“Kemana
aja lo?”
“Maaf
kak, saya telat, jalannya macet.”
“Alah,
alesan aja, baru hari pertama ospek aja lo udah berani telat, gimana nanti pas
udah masuk, malu-maluin tau gak.”
“Iya
kak, saya minta maaf.”
“Masuk
sana!”
Nina Aquina. Calon mahasiswa College
Art of Jakarta jurusan desain properti. Remaja yang hobi telat. Bahkan untuk
hari penting seperti ospek pertamanya-pun ia telat. Wajar aja kalo dia bakal ketemu
banyak senior dengan mata melotot dan tangan berkacak pinggang. Syukur-syukur
kalo sampe gak diomelin kayak tadi.
Langkahnya agak ragu memasuki aula
kongres universitas sekaligus sebagai tempat pembukaan ospek pertamanya.
Dilihatnya ratusan calon mahasiswa seperti dirinya telah duduk rapi bersila di
lantai, mengenakan topi koran, baju karung, dan alas kaki dari kantong plastik.
Tak berbeda jauh dengan penampilannya saat ini. Tiba-tiba menggelegar bak petir
terdengar melalui pengeras suara.
“Selamat
datang tuan putri, kasih tepuk tangan yang meriah dong semua.”

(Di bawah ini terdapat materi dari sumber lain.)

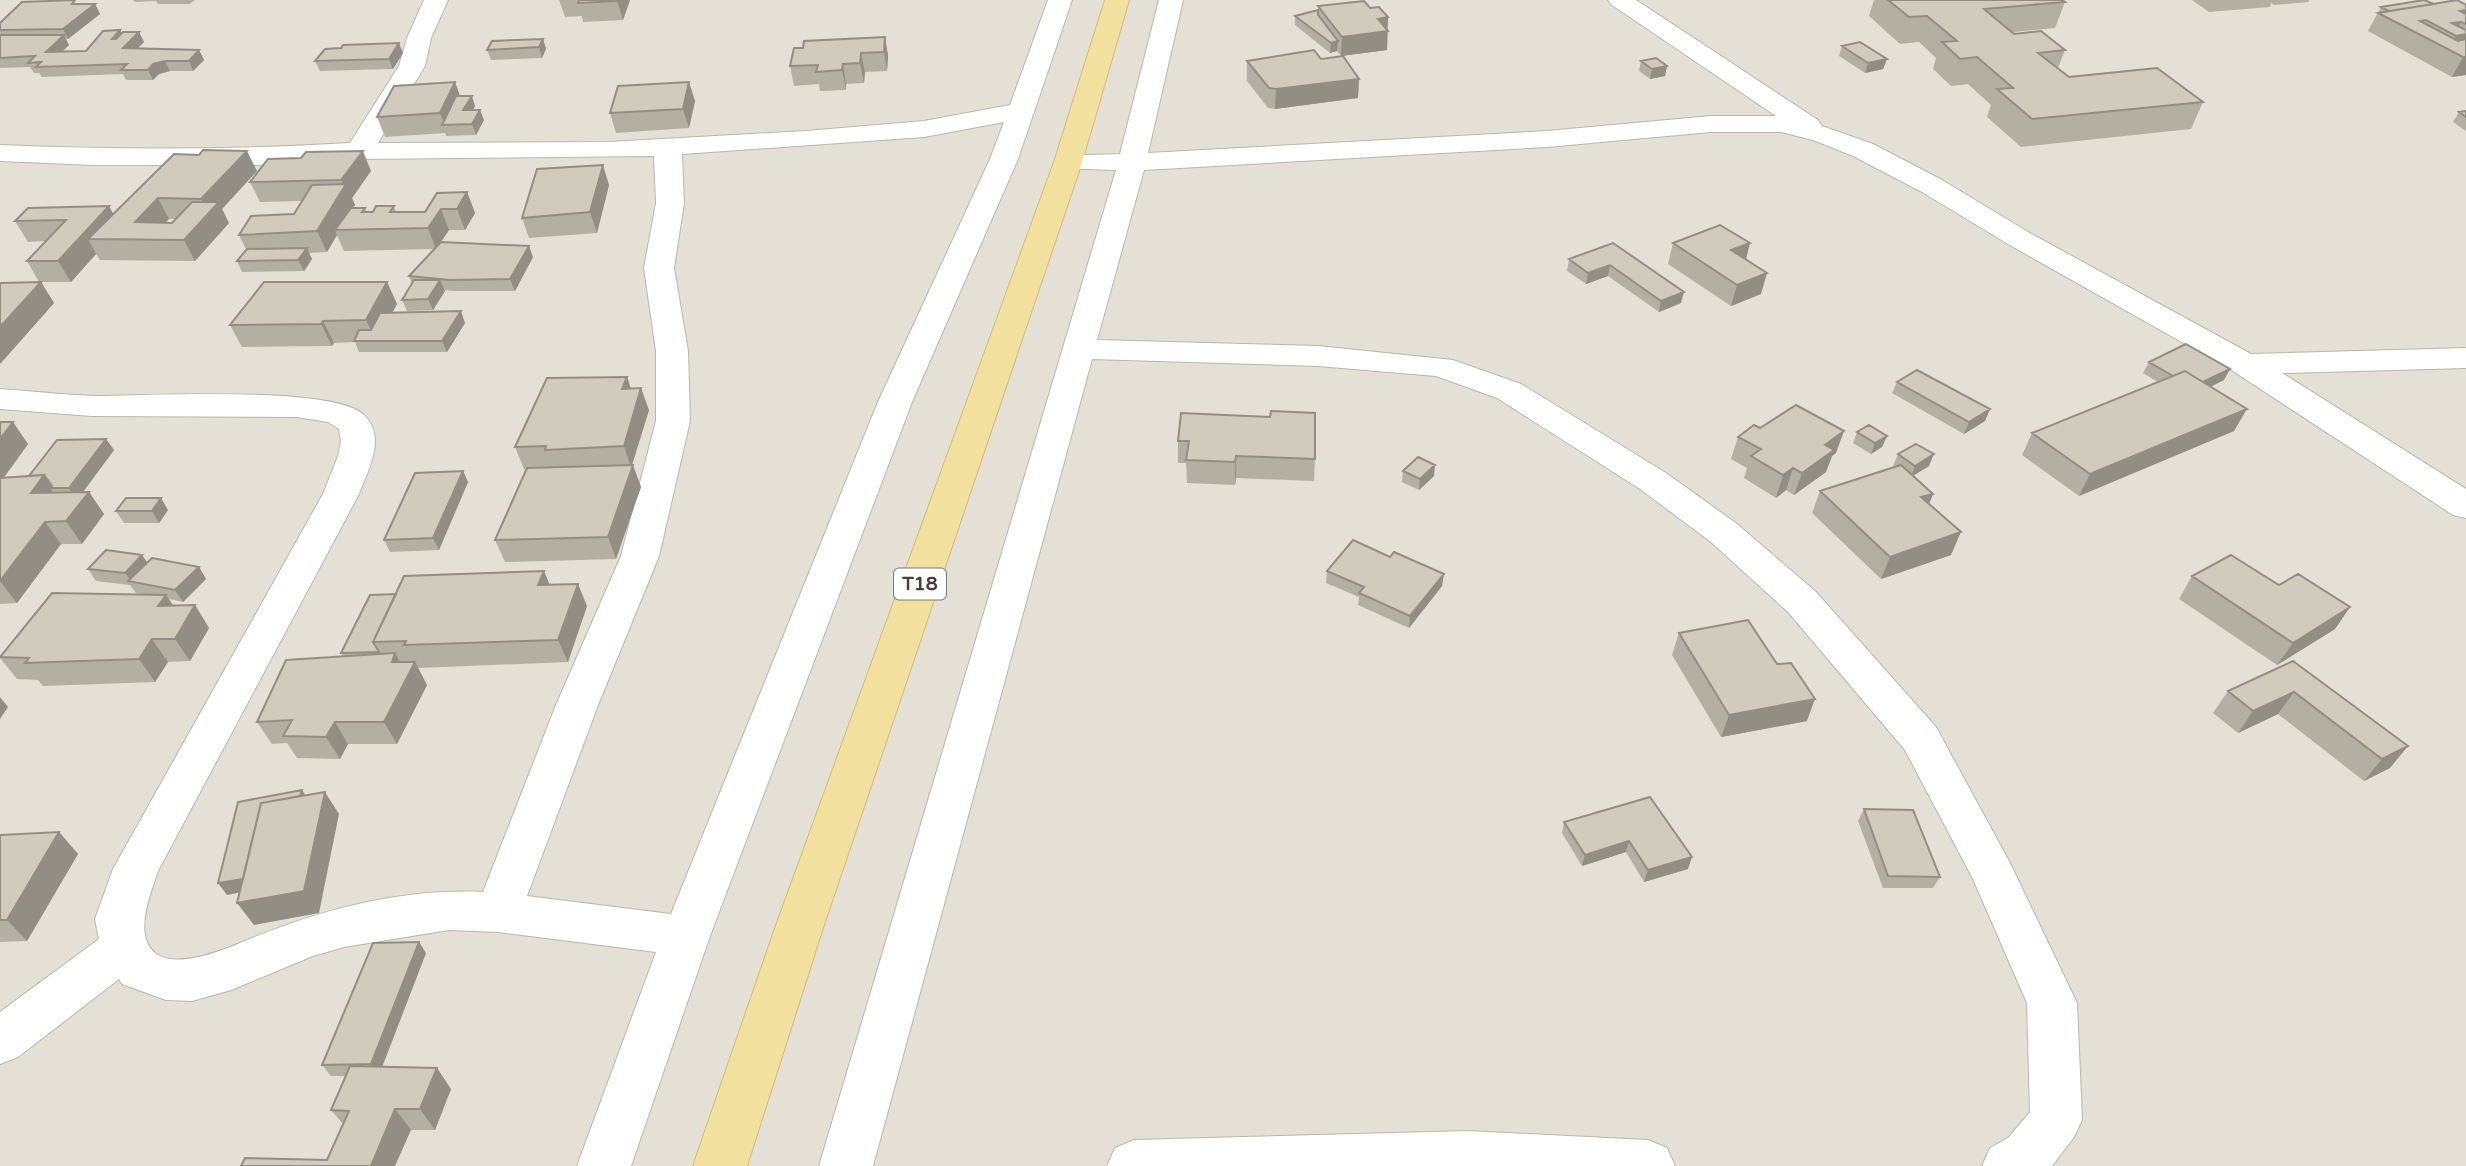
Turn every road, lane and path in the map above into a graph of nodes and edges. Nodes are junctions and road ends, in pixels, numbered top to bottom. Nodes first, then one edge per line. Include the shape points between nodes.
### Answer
1 (436, 0) edge
2 (1060, 0) edge
3 (1117, 0) edge
4 (1171, 0) edge
5 (1620, 0) edge
6 (1023, 110) junction
7 (1822, 134) junction
8 (668, 148) junction
9 (359, 151) junction
10 (0, 153) edge
11 (1068, 162) junction
12 (1132, 162) junction
13 (1078, 349) junction
14 (2466, 358) edge
15 (2245, 364) junction
16 (0, 399) edge
17 (2466, 506) edge
18 (498, 912) junction
19 (687, 936) junction
20 (125, 947) junction
21 (0, 1041) edge
22 (604, 1166) edge
23 (720, 1166) edge
24 (846, 1166) edge
25 (1134, 1166) edge
26 (1648, 1166) edge
27 (2009, 1166) edge

1 - 9 street via 412,66
2 - 6 street
3 - 11 main road, T18
4 - 12 street
5 - 7 street
6 - 8 street via 924,129
6 - 19 street via 895,402
7 - 12 street via 1781,124 1711,124 1547,139
7 - 15 street via 1932,186
8 - 9 street
8 - 18 street via 670,204 659,268 672,351 673,421 640,556
9 - 10 street via 256,157
11 - 12 street
11 - 23 main road, T18 via 798,930
12 - 13 street
13 - 24 street
13 - 27 street via 1318,356 1441,367 1509,391 1653,481 1724,533 1802,602 1920,739 2000,888 2052,1003 2056,1120 2027,1156
14 - 15 street
15 - 17 street
16 - 20 street via 92,406 327,409 349,419 359,431 359,448 341,494 136,869 119,919
18 - 19 street
18 - 20 street via 449,910 344,927 192,980 166,979 139,970
19 - 22 street
20 - 21 street
25 - 26 street via 1468,1157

Ulah seniornya lagi. Nina tertunduk
tak berani melihat. Diikuti sorak-sorai tepuk tangan calon teman-temannya
nanti. Ratusan pasang mata melihat ke arahnya. Dilihatnya para senior dengan
jaket almamater sudah berjajar rapi di depan. Ada yang menatap Nina dengan
pandangan marah, mengejek, kasihan, dan tunggu, ada salah satu yang dikenalnya.

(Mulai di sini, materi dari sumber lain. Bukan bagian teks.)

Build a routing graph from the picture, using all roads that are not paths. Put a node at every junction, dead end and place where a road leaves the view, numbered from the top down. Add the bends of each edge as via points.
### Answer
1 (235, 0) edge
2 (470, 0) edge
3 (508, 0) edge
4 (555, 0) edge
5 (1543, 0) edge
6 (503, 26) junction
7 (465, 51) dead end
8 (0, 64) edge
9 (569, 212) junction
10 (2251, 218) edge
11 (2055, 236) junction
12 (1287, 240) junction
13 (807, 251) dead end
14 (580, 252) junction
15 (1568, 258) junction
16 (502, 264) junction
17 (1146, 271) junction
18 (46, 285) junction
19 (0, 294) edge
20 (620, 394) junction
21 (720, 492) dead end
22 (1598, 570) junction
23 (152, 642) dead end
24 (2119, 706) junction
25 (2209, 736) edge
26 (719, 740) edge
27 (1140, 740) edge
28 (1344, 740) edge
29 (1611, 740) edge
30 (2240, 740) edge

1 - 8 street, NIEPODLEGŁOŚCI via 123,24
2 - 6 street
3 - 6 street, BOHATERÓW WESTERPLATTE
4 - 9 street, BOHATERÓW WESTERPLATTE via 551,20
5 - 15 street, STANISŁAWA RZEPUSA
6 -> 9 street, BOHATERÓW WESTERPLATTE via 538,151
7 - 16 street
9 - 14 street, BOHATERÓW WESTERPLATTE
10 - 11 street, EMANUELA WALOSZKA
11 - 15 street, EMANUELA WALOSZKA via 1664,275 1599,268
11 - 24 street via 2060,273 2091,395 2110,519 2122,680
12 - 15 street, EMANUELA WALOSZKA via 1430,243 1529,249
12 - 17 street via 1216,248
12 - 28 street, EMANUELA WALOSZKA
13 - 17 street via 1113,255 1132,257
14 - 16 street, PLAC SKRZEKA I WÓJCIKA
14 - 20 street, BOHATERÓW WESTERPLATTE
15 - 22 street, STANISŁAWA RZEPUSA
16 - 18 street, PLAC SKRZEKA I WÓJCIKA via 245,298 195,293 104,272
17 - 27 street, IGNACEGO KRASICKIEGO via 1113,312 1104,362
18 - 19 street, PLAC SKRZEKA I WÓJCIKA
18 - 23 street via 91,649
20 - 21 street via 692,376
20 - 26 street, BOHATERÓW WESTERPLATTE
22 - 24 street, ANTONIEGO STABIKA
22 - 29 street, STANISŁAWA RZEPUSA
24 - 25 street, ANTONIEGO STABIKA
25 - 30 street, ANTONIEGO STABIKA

Orang itu berjalan mendekati Nina.
Kakak senior laki-laki dengan tangan jaket almamater yang digulung sampai
setengah lengan. Samar-samar dipandangnya wajah senior itu. Tapi ia tak berani
melihat. Bisa-bisa ia kena apes. Atau parahnya bisa dikerjain habis-habisan.

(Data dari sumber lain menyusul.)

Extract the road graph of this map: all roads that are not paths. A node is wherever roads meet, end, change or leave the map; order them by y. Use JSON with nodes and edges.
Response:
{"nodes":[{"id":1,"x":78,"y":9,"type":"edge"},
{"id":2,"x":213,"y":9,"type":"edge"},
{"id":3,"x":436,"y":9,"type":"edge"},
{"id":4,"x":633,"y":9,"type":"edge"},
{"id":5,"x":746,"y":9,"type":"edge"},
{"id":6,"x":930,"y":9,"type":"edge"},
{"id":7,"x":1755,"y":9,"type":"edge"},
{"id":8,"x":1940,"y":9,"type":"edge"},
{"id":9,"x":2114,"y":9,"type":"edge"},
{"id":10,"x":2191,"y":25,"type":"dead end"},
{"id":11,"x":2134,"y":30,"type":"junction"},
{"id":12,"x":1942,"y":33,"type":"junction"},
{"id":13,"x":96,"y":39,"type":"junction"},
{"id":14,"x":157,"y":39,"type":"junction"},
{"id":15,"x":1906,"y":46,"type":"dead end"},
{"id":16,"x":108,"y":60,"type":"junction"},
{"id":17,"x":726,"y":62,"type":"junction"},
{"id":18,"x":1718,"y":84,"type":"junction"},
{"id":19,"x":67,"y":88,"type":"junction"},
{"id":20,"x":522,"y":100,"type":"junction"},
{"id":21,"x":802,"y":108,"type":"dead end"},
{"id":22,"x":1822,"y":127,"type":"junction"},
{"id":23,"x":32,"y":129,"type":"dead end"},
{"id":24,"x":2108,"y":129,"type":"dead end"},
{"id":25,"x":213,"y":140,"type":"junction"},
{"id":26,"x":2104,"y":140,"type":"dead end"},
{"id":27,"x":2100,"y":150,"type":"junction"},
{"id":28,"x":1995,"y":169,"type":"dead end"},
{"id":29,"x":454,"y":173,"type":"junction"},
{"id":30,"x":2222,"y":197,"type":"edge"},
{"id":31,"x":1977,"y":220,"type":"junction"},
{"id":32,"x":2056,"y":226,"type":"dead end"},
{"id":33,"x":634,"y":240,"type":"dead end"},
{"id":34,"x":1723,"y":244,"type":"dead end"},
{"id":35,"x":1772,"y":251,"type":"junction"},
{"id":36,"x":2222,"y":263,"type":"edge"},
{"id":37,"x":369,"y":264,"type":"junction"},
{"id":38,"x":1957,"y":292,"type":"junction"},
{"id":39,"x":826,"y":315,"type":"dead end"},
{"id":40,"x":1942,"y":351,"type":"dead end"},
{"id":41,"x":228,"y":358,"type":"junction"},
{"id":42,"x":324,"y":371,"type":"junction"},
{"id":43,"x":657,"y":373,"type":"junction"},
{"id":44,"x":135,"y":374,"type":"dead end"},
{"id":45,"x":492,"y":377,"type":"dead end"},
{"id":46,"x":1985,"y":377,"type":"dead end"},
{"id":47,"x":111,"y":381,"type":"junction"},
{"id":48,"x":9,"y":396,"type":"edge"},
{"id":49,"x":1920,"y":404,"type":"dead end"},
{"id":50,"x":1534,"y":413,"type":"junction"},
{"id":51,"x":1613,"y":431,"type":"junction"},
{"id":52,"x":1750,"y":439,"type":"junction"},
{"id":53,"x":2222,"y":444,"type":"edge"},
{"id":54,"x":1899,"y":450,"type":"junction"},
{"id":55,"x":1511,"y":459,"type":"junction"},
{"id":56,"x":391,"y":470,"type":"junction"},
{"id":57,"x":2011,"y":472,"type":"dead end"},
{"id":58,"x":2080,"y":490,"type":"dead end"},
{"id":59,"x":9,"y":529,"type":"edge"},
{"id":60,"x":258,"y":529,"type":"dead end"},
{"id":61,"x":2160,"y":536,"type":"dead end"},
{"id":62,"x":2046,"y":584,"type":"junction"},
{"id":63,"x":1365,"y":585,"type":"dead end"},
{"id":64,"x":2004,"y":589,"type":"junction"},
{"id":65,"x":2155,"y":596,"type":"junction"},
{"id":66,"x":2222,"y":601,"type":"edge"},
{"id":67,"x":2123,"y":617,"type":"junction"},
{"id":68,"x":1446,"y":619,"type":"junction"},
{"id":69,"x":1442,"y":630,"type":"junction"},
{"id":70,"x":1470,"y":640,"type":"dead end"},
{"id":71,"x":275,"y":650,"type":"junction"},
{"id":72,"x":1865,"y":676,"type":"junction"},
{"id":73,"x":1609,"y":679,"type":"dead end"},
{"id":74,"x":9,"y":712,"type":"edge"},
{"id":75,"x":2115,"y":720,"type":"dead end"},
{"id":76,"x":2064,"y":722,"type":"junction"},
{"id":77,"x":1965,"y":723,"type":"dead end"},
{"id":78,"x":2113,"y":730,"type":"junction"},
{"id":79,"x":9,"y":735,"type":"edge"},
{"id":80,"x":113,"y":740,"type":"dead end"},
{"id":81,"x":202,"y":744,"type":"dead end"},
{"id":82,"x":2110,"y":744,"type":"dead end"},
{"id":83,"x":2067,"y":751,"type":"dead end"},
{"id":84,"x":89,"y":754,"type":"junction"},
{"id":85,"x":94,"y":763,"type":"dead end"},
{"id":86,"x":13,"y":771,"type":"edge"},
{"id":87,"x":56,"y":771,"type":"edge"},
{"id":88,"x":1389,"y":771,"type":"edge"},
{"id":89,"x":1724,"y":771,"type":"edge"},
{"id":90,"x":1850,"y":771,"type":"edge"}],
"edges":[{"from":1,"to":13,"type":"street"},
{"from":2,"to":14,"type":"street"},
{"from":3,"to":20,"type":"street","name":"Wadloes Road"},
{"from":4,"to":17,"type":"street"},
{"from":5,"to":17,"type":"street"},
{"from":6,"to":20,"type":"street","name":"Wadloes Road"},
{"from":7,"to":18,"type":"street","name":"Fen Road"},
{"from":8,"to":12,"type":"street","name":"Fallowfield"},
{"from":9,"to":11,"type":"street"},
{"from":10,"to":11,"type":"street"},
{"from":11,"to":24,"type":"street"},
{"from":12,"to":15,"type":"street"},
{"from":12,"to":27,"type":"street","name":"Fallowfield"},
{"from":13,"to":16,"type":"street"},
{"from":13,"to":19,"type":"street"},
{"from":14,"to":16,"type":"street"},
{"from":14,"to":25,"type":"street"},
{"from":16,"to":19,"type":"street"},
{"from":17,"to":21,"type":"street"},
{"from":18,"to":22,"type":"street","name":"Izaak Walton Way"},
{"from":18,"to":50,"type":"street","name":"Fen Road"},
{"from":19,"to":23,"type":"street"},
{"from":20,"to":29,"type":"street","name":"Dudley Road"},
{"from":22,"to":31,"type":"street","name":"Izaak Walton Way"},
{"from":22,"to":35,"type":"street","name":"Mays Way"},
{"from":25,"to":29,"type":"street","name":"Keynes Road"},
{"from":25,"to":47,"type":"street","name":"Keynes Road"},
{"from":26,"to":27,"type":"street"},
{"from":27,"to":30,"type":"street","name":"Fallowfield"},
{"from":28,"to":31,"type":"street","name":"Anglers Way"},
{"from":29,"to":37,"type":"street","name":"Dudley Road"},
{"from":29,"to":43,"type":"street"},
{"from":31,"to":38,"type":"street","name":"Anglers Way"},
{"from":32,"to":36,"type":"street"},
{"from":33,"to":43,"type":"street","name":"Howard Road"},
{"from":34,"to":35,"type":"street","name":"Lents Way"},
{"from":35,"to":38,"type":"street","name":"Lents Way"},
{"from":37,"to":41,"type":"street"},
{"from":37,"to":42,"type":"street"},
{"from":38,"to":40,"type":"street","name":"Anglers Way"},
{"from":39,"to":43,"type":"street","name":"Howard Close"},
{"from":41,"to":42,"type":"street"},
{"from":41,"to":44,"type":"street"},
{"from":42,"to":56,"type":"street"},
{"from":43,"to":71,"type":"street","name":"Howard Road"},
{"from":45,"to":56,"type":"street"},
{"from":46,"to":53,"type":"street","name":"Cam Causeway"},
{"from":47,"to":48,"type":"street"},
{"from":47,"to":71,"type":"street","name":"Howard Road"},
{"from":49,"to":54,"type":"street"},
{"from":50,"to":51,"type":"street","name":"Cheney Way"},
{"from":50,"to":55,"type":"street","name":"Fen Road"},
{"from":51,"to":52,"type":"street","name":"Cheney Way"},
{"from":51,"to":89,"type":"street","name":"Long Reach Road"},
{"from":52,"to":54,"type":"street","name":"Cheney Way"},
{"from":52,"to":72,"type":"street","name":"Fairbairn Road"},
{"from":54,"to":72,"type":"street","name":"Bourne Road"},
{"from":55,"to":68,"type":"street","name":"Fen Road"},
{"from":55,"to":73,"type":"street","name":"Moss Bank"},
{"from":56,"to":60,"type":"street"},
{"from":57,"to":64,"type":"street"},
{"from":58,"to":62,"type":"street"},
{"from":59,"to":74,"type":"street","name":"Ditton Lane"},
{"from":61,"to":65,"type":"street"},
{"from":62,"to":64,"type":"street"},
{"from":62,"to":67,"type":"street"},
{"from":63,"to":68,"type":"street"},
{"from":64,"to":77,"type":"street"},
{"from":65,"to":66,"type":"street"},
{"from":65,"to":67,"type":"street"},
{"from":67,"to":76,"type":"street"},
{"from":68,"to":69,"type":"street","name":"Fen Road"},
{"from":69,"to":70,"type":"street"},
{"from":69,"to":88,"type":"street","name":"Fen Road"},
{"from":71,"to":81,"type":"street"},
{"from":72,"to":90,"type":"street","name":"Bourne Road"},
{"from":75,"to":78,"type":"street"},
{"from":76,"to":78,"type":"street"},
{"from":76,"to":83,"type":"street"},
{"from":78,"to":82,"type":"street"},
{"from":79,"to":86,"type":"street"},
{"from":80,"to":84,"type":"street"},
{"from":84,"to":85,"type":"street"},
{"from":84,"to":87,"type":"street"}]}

Senior itu berhenti tepat di depan Nina. Meletakkan tangannya depan dada.
“Anak
jurusan mana lo?”
“Sss
saya.. saya jurusan desain properti kak.”
“Bagus!
Punya mainan baru gue.. Lo ikut gue!”
Nina tau itu bukan pertanda yang
baik. Tapi ia mencoba tenang. Toh, ospek ini tidak akan membunuhnya. Kakinya
berjalan mengikuti seniornya itu. Pandangannya tak fokus karena melihat ke
sekeliling. Orang-orang masih menatapnya dengan pandangan aneh. Ia tak
menyadari senior yang ia ikuti sudah berhenti. BBUUKK, Nina menabrak punggung tubuh
kakak seniornya itu. Nina refleks menjerit.
“Aww..”
“Lo
itu ya.. kalo jalan pakek mata, dasar anak baru, cepetan minta maaf..”
“Maaf
kak..”
“Kakak
siapa?”
“Ya
kakak..”
“Nama
gue?”
Nina menggeleng. Dia sama sekali
tidak tahu siapa nama orang itu. Walaupun wajahnya sudah tidak asing lagi. Ia
yakin orang itu pernah jadi kakak kelas-nya dulu waktu di sekolah. Hanya saja
Nina tak terlalu mengenalnya. Nina hanya menatap kakak seniornya itu dengan
pandangan aneh. Nina merasakan ada sesuatu yang berbeda. Tapi Nina tidak
mengerti apa itu.
“Jadi
lo gak tau nama gue? Oh iya, gue lupa, lo kan telat.. gue kasih waktu satu
menit buat nyari tahu nama gue, mulai dari sekarang!”
“Hah,
cuma satu menit?”
“Lima
delapan, lima tujuh, lima enam...”
Nina langsung berlari mencari senior
yang berwajah baik hati. Dia yakin gak semua senior itu kejam. Dan akhirnya
pencariannya terkabul. Senior yang kelihatan baik hati itu memberitahukan
sebuah nama yang cukup panjang. Nina berusaha sekuat mungkin untuk mengingat
nama itu.
“Selesai.
Sini lo.. buruan.”
“Iya
kak..”
“Siapa
nama gue?”
“Nama
kakak Noe Kesuma Yudhistira Sastro...”
“Sastro
apa?”
“Noe
Kesuma Yudhistira Sastro.. Sastrowardhoyo..”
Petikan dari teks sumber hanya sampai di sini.